[Exercise description]
A complete answer lists every line of the entries below where the string "road" appears.

[Extracted records]
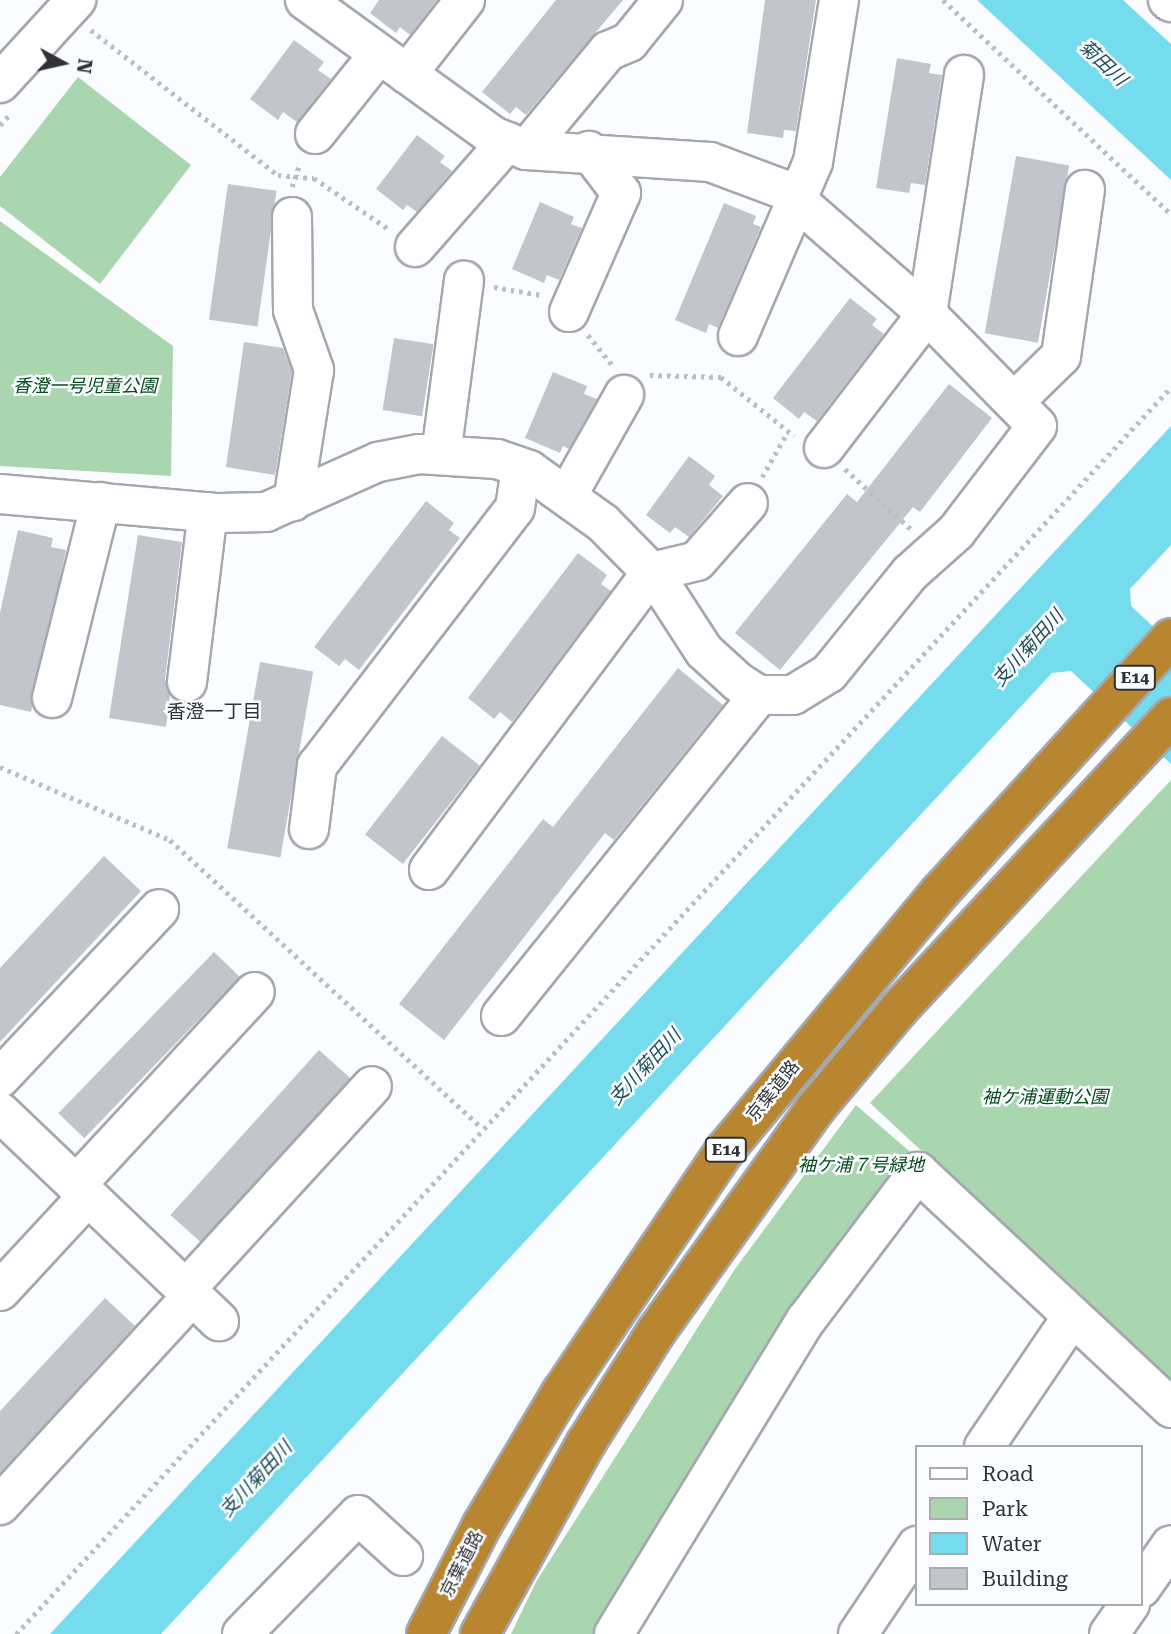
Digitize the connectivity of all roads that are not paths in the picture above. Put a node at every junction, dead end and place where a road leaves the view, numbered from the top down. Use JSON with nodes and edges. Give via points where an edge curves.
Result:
{"nodes":[{"id":1,"x":76,"y":0,"type":"edge"},
{"id":2,"x":465,"y":0,"type":"edge"},
{"id":3,"x":663,"y":0,"type":"edge"},
{"id":4,"x":839,"y":0,"type":"edge"},
{"id":5,"x":309,"y":1,"type":"edge"},
{"id":6,"x":393,"y":64,"type":"junction"},
{"id":7,"x":964,"y":75,"type":"dead end"},
{"id":8,"x":0,"y":83,"type":"edge"},
{"id":9,"x":315,"y":134,"type":"road end"},
{"id":10,"x":517,"y":146,"type":"junction"},
{"id":11,"x":589,"y":151,"type":"junction"},
{"id":12,"x":1085,"y":190,"type":"dead end"},
{"id":13,"x":794,"y":198,"type":"junction"},
{"id":14,"x":292,"y":217,"type":"road end"},
{"id":15,"x":415,"y":247,"type":"road end"},
{"id":16,"x":464,"y":281,"type":"road end"},
{"id":17,"x":569,"y":312,"type":"road end"},
{"id":18,"x":927,"y":314,"type":"junction"},
{"id":19,"x":738,"y":336,"type":"dead end"},
{"id":20,"x":630,"y":381,"type":"road end"},
{"id":21,"x":1014,"y":402,"type":"junction"},
{"id":22,"x":824,"y":448,"type":"road end"},
{"id":23,"x":442,"y":455,"type":"junction"},
{"id":24,"x":521,"y":468,"type":"junction"},
{"id":25,"x":0,"y":494,"type":"edge"},
{"id":26,"x":568,"y":494,"type":"junction"},
{"id":27,"x":293,"y":500,"type":"junction"},
{"id":28,"x":100,"y":502,"type":"junction"},
{"id":29,"x":748,"y":502,"type":"road end"},
{"id":30,"x":208,"y":512,"type":"junction"},
{"id":31,"x":652,"y":572,"type":"junction"},
{"id":32,"x":1171,"y":638,"type":"edge"},
{"id":33,"x":187,"y":682,"type":"dead end"},
{"id":34,"x":759,"y":695,"type":"junction"},
{"id":35,"x":52,"y":698,"type":"dead end"},
{"id":36,"x":1171,"y":717,"type":"edge"},
{"id":37,"x":309,"y":829,"type":"dead end"},
{"id":38,"x":429,"y":870,"type":"dead end"},
{"id":39,"x":159,"y":909,"type":"dead end"},
{"id":40,"x":255,"y":992,"type":"dead end"},
{"id":41,"x":501,"y":1016,"type":"dead end"},
{"id":42,"x":0,"y":1078,"type":"edge"},
{"id":43,"x":372,"y":1086,"type":"dead end"},
{"id":44,"x":6,"y":1130,"type":"edge"},
{"id":45,"x":82,"y":1190,"type":"junction"},
{"id":46,"x":0,"y":1291,"type":"edge"},
{"id":47,"x":189,"y":1292,"type":"junction"},
{"id":48,"x":1072,"y":1317,"type":"junction"},
{"id":49,"x":219,"y":1321,"type":"dead end"},
{"id":50,"x":1171,"y":1408,"type":"edge"},
{"id":51,"x":985,"y":1445,"type":"edge"},
{"id":52,"x":0,"y":1505,"type":"edge"},
{"id":53,"x":1171,"y":1545,"type":"edge"},
{"id":54,"x":916,"y":1547,"type":"edge"},
{"id":55,"x":403,"y":1556,"type":"dead end"},
{"id":56,"x":1143,"y":1585,"type":"edge"},
{"id":57,"x":1129,"y":1606,"type":"edge"},
{"id":58,"x":242,"y":1634,"type":"edge"},
{"id":59,"x":426,"y":1634,"type":"edge"},
{"id":60,"x":480,"y":1634,"type":"edge"},
{"id":61,"x":614,"y":1634,"type":"edge"},
{"id":62,"x":858,"y":1634,"type":"edge"},
{"id":63,"x":1109,"y":1634,"type":"edge"}],
"edges":[{"from":1,"to":8,"type":"street"},
{"from":2,"to":6,"type":"street"},
{"from":3,"to":10,"type":"street","via":[[629,42],[608,51]]},
{"from":4,"to":13,"type":"street","via":[[813,162]]},
{"from":5,"to":6,"type":"street"},
{"from":6,"to":9,"type":"street"},
{"from":6,"to":10,"type":"street"},
{"from":7,"to":18,"type":"street"},
{"from":10,"to":11,"type":"street"},
{"from":10,"to":15,"type":"street"},
{"from":11,"to":13,"type":"street","via":[[710,162],[750,174]]},
{"from":11,"to":17,"type":"street","via":[[621,193]]},
{"from":12,"to":21,"type":"street","via":[[1061,356]]},
{"from":13,"to":18,"type":"street"},
{"from":13,"to":19,"type":"street"},
{"from":14,"to":27,"type":"street","via":[[293,310],[314,370]]},
{"from":16,"to":23,"type":"street"},
{"from":18,"to":21,"type":"street"},
{"from":18,"to":22,"type":"street"},
{"from":20,"to":26,"type":"street"},
{"from":21,"to":34,"type":"street","via":[[1037,426],[956,532],[910,573],[829,673],[793,695]]},
{"from":23,"to":24,"type":"street","via":[[496,459]]},
{"from":23,"to":27,"type":"street","via":[[378,462]]},
{"from":24,"to":26,"type":"street"},
{"from":24,"to":37,"type":"street","via":[[514,508],[317,766]]},
{"from":25,"to":28,"type":"street"},
{"from":26,"to":31,"type":"street"},
{"from":27,"to":30,"type":"street","via":[[266,512]]},
{"from":28,"to":30,"type":"street"},
{"from":28,"to":35,"type":"street"},
{"from":29,"to":31,"type":"street","via":[[697,561]]},
{"from":30,"to":33,"type":"street"},
{"from":31,"to":34,"type":"street","via":[[704,651]]},
{"from":31,"to":38,"type":"street"},
{"from":32,"to":59,"type":"highway","name":"京葉道路","number":"E14","via":[[940,892],[725,1150],[561,1393],[482,1525]]},
{"from":34,"to":41,"type":"street"},
{"from":36,"to":60,"type":"highway","number":"E14","via":[[898,1009],[799,1131],[656,1332],[572,1467]]},
{"from":39,"to":42,"type":"street"},
{"from":40,"to":45,"type":"street"},
{"from":43,"to":47,"type":"street"},
{"from":44,"to":45,"type":"street"},
{"from":45,"to":46,"type":"street"},
{"from":45,"to":47,"type":"street"},
{"from":47,"to":49,"type":"street"},
{"from":47,"to":52,"type":"street"},
{"from":48,"to":50,"type":"street"},
{"from":48,"to":51,"type":"street"},
{"from":48,"to":61,"type":"street","via":[[918,1171],[806,1320]]},
{"from":53,"to":56,"type":"street"},
{"from":54,"to":62,"type":"street"},
{"from":55,"to":58,"type":"street","via":[[358,1515]]},
{"from":57,"to":63,"type":"street"}]}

[Answer space]
Digitize the connectivity of all roads that are not paths in the picture above. Put a node at every junction, dead end and place where a road leaves the view, numbered from the top down. Use JSON with nodes and edges. Give via points where an edge curves.
{"id":9,"x":315,"y":134,"type":"road end"},
{"id":14,"x":292,"y":217,"type":"road end"},
{"id":15,"x":415,"y":247,"type":"road end"},
{"id":16,"x":464,"y":281,"type":"road end"},
{"id":17,"x":569,"y":312,"type":"road end"},
{"id":20,"x":630,"y":381,"type":"road end"},
{"id":22,"x":824,"y":448,"type":"road end"},
{"id":29,"x":748,"y":502,"type":"road end"},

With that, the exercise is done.